"And yet it is curious," Mrs. Sprague continued, musingly, "it is we who are warring for an idea and you are warring for property."
"How do you mean?" Vincent said, quickly.
"You are fighting to continue slavery, to extend it; we to abolish it or limit it. But even I can see that slavery is doomed. No Northern party would ever venture to give it toleration after this."
"But if we succeed, it will exist in our union at least."
"Ah, Vincent, can't you see that such a people as ours may be checked, beaten even, but they will never give up the Union? Why, much as I love Jack, I would never let him leave the colors while there was an army in the field. Don't you know every Northern mother has the same feeling?"
"And every Southern mother, too."
"Yes, I believe that, but there's this difference: Your Southern mothers are counting on what doesn't exist—a higher physical courage—a prowess in battle, I may call it, that you must know the Southern soldier has not, as distinguished from the Northern. As time goes on and the war does not end; as our armies become disciplined, the confidence that supports your side will die, and then the struggle, though it may be prolonged, will end in our triumph."
"I don't think it. I can't think it. But don't let us talk about it. We, at least, are as much friends as though Jack and I were under one flag, and if it depends on me it shall be always so."
"If it depends on us, it shall never be otherwise." She gave the young man a kind, scrutinizing glance, which made his heart beat joyously and his handsome cheeks mount color. At Fairfax Court-House they said farewell, the ladies continuing the journey in an ambulance under Federal guard.
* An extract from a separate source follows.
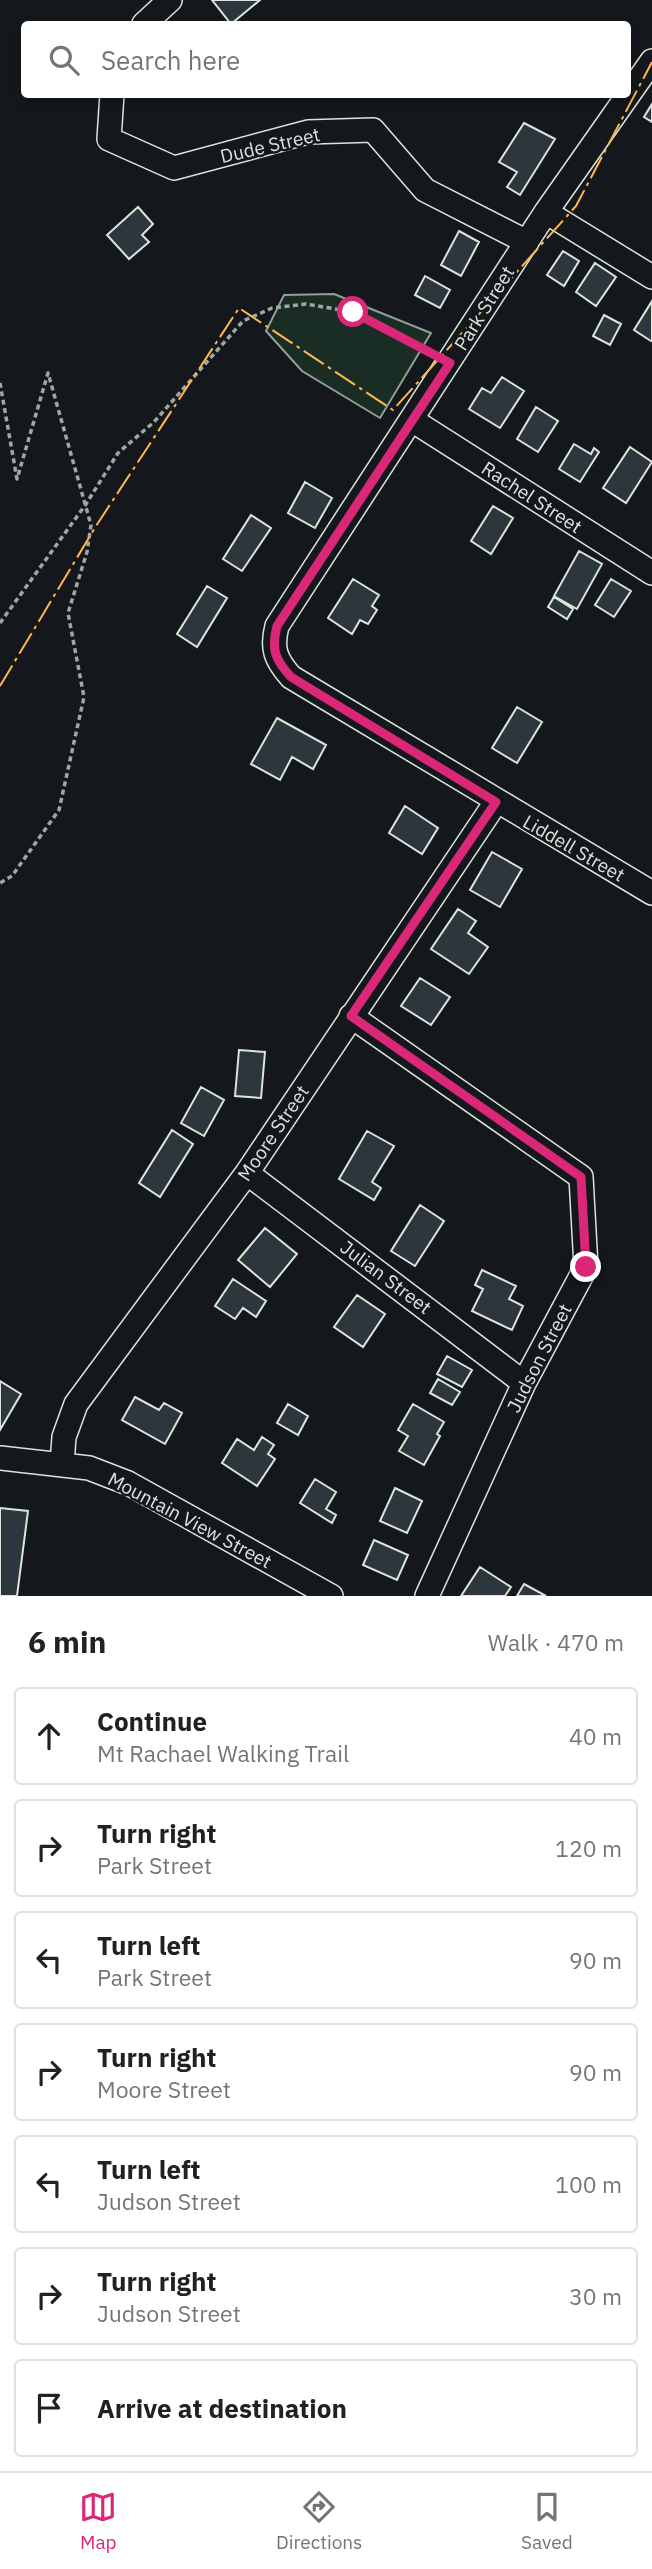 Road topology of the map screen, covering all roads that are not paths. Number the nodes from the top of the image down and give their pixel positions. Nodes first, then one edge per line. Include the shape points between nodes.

They passed over the long bridge three days after the famous night at Rosedale, of whose exciting sequel they were profoundly ignorant. In her husband's time Mrs. Sprague had lived in hotels in the capital, as the sessions were short; she had never remained in the city when the warm weather set in, no matter how long the term lasted. But on her arrival at the old hotel now, she was a good deal disturbed to learn that she could not be accommodated in her former quarters. The military crowded not only this but every hotel in the city, and it was only after long search that a habitable apartment was found in Georgetown. On the whole, the necessity that drove her thither was not an unmitigated adversity, for Georgetown then was far more desirable for residence than Washington. Nothing could be more depressing than the city at that epoch. Every visible object in the vast circumference of its spreading limits was then naked unkempt. Even the trees, that ranged themselves irregularly in the straggling squares and wide street areas, stretched out a draggled and piebald plumage, as if uncertain whether beauty or ugliness were their function in the ensemble.